[Dataset excerpts]
<<<<
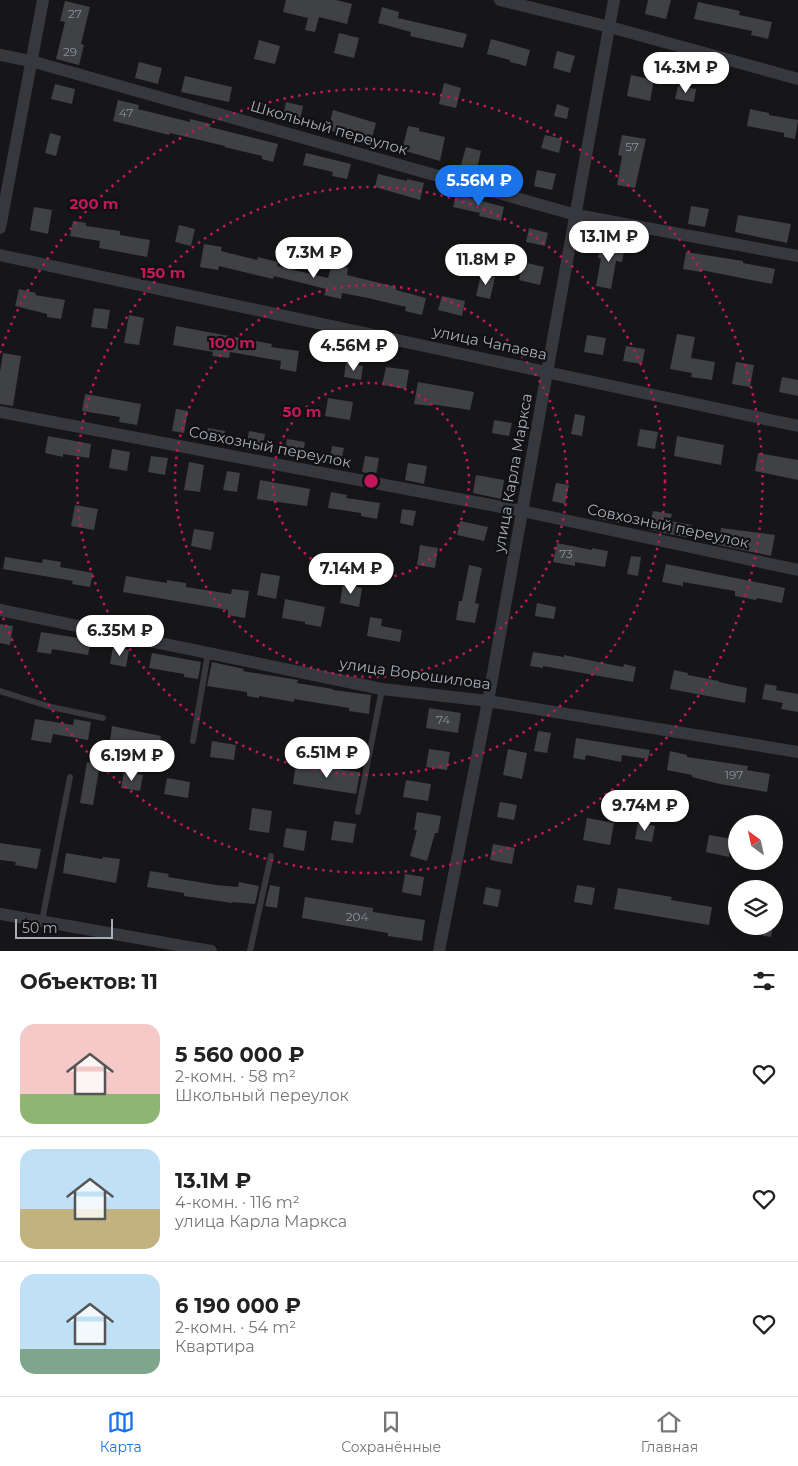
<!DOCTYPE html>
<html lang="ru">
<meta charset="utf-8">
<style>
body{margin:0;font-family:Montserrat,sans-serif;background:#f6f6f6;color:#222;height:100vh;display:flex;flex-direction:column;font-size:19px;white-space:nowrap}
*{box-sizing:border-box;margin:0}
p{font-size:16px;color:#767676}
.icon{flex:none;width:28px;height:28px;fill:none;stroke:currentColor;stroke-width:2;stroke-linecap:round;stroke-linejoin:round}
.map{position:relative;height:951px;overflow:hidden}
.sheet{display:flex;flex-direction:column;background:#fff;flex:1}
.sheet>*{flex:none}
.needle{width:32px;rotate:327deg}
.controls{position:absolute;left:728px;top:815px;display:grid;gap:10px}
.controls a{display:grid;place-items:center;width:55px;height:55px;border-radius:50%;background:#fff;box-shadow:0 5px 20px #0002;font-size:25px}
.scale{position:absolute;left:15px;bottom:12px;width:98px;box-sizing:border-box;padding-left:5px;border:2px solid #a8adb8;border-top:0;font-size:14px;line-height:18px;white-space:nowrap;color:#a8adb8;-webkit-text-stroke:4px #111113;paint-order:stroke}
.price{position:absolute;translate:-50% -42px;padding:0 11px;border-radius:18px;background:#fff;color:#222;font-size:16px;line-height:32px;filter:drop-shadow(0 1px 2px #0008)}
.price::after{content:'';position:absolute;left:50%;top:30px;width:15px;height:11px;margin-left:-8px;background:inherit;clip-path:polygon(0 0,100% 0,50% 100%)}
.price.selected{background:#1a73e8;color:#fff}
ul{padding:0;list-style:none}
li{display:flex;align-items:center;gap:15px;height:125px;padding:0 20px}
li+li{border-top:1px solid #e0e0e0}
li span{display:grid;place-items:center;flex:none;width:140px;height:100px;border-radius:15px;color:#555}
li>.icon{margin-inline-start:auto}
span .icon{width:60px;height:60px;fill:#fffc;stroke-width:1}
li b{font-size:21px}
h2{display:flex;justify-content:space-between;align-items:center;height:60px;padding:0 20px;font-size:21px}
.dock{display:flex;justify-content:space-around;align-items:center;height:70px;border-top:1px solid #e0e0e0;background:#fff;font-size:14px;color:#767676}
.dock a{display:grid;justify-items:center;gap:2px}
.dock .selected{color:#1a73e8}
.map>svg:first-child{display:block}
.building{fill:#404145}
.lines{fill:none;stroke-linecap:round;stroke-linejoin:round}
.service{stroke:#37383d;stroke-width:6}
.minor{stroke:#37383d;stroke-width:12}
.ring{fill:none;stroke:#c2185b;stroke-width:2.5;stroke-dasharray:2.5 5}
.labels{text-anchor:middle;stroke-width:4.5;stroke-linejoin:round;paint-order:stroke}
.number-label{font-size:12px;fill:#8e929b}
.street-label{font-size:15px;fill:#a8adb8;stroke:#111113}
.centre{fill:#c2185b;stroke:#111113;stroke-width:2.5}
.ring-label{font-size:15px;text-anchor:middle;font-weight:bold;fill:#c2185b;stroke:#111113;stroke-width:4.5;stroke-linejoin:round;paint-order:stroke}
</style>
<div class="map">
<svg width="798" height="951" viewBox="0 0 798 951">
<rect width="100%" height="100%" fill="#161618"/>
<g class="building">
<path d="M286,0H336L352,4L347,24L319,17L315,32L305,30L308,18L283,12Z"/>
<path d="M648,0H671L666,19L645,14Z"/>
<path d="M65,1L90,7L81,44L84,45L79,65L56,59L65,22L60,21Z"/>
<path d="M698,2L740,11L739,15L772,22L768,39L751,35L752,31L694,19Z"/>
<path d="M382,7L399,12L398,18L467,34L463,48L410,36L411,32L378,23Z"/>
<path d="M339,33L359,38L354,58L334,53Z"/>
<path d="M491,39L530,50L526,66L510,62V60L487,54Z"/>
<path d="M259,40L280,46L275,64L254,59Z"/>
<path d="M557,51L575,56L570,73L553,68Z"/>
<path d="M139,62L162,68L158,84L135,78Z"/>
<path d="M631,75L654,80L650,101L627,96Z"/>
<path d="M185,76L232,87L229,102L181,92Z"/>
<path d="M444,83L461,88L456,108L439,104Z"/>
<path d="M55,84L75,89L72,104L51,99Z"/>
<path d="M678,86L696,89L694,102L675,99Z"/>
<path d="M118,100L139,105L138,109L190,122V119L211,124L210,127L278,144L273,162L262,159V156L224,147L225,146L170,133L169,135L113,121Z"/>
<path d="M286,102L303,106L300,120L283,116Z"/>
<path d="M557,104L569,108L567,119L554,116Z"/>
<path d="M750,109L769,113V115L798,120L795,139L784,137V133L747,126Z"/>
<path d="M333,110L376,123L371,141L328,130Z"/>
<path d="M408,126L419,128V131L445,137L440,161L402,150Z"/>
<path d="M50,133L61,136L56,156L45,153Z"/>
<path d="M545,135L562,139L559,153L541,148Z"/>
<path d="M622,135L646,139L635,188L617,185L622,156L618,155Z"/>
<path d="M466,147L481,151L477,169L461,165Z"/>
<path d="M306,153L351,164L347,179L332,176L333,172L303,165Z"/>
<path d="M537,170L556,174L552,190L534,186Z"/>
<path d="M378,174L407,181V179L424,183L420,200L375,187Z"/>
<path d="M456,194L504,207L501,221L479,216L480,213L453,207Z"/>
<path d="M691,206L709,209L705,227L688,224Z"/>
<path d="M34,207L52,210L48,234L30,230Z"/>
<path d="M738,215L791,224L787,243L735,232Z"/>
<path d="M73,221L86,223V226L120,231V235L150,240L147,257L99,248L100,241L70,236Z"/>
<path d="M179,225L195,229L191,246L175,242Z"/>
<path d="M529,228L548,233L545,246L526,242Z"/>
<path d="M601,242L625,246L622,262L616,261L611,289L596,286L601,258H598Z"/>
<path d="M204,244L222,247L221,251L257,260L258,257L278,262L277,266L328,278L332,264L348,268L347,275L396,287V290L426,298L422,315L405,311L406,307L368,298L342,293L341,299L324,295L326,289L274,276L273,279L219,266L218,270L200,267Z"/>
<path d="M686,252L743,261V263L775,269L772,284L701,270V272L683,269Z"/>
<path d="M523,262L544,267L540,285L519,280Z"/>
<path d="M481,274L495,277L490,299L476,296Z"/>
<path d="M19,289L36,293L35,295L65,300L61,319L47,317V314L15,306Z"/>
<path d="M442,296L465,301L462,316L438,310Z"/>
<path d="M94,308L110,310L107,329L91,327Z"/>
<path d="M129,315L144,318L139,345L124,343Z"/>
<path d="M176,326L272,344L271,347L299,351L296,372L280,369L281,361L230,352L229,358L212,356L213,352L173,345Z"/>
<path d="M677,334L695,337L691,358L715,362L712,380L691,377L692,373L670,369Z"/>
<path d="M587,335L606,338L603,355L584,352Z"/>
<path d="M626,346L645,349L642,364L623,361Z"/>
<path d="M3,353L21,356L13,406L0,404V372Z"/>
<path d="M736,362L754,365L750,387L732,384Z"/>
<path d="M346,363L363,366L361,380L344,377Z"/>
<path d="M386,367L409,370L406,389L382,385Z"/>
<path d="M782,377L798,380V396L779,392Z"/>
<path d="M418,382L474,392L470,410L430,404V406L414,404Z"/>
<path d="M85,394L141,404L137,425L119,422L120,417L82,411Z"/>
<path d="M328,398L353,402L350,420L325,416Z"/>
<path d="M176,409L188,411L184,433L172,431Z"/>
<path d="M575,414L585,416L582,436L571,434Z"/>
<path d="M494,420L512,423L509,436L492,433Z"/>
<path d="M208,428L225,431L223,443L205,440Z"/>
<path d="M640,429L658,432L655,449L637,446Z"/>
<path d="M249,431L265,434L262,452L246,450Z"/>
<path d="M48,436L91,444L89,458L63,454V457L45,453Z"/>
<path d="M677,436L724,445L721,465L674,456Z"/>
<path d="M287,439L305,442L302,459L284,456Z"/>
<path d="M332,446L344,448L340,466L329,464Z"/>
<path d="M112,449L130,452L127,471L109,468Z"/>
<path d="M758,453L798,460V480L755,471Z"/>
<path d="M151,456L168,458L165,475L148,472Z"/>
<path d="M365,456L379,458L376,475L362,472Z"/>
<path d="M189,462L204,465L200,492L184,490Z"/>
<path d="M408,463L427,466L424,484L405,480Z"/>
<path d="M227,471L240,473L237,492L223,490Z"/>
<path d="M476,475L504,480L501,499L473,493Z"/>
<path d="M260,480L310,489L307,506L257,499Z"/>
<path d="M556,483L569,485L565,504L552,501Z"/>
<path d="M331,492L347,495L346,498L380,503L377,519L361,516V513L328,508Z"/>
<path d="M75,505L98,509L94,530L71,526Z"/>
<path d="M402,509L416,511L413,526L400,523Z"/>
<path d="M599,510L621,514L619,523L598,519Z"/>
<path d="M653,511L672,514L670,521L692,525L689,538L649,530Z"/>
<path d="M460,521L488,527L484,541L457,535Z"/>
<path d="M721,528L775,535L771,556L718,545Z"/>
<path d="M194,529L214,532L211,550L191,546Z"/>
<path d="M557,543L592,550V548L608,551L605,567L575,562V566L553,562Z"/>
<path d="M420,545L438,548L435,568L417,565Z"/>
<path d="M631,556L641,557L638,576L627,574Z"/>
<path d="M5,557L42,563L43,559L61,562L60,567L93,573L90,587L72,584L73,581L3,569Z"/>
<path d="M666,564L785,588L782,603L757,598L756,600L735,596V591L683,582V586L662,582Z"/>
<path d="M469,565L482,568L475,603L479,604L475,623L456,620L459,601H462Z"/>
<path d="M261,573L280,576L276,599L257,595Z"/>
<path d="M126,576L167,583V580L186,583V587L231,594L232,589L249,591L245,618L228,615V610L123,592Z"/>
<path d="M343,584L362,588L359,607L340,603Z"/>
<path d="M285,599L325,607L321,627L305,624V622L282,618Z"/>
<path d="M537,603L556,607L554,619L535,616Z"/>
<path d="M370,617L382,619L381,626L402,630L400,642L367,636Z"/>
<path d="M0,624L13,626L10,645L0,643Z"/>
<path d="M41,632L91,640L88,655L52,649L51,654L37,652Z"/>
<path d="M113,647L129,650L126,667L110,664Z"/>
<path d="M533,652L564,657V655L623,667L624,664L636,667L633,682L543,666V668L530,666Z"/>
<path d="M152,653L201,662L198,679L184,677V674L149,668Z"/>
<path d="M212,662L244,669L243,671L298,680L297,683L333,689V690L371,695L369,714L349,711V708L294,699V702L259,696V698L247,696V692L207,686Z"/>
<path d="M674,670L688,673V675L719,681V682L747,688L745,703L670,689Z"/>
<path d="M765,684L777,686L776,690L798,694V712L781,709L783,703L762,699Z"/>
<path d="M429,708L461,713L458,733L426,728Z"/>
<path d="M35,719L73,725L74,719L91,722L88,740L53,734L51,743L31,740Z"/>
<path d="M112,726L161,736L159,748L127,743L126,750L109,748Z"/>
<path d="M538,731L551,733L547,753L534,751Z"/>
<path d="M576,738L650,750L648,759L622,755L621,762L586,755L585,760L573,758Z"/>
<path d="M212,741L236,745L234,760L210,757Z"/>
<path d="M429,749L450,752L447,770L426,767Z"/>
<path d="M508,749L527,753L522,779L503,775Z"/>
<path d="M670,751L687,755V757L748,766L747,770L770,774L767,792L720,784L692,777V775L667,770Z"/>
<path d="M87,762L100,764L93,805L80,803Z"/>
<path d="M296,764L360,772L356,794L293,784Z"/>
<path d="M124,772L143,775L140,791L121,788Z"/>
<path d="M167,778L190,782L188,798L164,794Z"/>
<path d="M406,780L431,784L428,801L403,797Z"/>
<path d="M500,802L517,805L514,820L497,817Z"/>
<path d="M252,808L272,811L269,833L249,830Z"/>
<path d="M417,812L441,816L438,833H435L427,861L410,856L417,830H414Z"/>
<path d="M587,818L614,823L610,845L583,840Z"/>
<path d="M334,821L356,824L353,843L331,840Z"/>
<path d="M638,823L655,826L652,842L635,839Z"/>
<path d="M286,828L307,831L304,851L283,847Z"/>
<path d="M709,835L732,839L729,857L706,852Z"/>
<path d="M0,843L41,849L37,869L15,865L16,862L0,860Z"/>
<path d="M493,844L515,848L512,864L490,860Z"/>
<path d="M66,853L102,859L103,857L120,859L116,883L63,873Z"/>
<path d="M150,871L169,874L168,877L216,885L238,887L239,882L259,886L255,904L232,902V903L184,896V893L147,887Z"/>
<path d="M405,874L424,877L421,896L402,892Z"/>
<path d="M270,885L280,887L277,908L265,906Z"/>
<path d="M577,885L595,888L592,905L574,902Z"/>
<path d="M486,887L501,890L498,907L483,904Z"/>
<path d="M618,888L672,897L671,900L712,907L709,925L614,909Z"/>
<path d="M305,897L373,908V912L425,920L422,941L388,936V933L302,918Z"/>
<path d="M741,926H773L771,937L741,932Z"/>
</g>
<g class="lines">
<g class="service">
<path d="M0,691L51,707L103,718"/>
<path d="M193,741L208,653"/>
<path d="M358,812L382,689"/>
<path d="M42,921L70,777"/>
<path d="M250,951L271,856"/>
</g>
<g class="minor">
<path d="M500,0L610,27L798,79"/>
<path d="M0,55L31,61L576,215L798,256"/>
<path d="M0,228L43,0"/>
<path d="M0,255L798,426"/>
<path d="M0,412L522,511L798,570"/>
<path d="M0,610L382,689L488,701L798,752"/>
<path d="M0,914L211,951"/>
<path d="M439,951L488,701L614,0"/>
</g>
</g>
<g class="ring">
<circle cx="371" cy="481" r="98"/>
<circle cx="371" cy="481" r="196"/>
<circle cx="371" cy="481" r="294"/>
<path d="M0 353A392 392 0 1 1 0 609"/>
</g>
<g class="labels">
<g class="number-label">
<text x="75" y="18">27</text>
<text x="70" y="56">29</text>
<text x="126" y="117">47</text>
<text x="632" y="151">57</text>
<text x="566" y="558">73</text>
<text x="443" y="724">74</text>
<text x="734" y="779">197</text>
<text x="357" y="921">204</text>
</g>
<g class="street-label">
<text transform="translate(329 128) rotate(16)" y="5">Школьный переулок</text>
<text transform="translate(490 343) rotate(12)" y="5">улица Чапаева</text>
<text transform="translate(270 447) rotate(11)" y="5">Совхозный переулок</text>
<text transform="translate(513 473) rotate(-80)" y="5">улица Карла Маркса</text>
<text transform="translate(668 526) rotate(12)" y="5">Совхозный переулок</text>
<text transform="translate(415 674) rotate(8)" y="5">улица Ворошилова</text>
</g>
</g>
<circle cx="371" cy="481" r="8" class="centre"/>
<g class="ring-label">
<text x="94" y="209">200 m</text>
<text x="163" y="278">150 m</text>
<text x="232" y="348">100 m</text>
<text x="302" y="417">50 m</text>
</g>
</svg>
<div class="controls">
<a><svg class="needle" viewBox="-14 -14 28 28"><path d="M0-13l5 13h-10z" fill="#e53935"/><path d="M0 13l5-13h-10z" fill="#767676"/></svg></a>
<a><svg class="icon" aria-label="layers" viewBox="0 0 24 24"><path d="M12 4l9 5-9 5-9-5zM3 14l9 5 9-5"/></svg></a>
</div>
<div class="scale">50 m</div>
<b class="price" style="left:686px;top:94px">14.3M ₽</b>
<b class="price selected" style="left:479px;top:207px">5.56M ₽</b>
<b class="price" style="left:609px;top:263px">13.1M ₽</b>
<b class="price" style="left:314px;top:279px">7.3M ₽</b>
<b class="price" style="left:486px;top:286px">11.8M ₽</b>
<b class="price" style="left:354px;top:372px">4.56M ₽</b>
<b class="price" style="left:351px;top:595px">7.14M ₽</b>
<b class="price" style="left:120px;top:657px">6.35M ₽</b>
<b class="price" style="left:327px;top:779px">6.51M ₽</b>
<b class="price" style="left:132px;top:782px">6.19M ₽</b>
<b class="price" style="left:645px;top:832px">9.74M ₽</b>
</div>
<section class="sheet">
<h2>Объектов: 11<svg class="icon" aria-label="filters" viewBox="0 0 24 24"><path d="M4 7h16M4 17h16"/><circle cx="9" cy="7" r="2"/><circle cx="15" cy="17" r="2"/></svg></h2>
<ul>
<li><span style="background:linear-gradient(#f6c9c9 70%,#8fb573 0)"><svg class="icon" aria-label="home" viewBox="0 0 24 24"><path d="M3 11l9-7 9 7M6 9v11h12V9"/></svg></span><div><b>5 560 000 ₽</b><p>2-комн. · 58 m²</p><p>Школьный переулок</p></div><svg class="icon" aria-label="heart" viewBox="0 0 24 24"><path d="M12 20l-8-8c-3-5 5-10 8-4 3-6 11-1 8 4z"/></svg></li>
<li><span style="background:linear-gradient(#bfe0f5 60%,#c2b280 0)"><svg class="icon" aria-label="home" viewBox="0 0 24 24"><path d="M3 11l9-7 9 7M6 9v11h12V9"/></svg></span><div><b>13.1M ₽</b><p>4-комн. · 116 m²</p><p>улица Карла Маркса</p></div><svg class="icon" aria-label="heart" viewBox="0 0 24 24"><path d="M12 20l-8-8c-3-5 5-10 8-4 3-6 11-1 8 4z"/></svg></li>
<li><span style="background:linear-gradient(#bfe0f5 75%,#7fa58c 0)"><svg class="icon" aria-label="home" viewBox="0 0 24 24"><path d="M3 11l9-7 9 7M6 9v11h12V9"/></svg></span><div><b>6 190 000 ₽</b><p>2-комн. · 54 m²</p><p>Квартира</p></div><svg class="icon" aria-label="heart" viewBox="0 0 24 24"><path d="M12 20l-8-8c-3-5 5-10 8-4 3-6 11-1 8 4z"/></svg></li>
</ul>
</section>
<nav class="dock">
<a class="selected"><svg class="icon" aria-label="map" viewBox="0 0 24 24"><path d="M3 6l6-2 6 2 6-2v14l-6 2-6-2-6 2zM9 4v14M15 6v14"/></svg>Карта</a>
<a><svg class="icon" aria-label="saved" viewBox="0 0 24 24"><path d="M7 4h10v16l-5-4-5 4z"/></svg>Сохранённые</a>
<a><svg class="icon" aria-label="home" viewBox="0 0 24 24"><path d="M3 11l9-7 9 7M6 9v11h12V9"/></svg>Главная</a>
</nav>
>>>>
WORK TO BE COMPLETED - Your task is to list each line of the records with the word "linecap".

RESPONSE AREA -
.icon{flex:none;width:28px;height:28px;fill:none;stroke:currentColor;stroke-width:2;stroke-linecap:round;stroke-linejoin:round}
.lines{fill:none;stroke-linecap:round;stroke-linejoin:round}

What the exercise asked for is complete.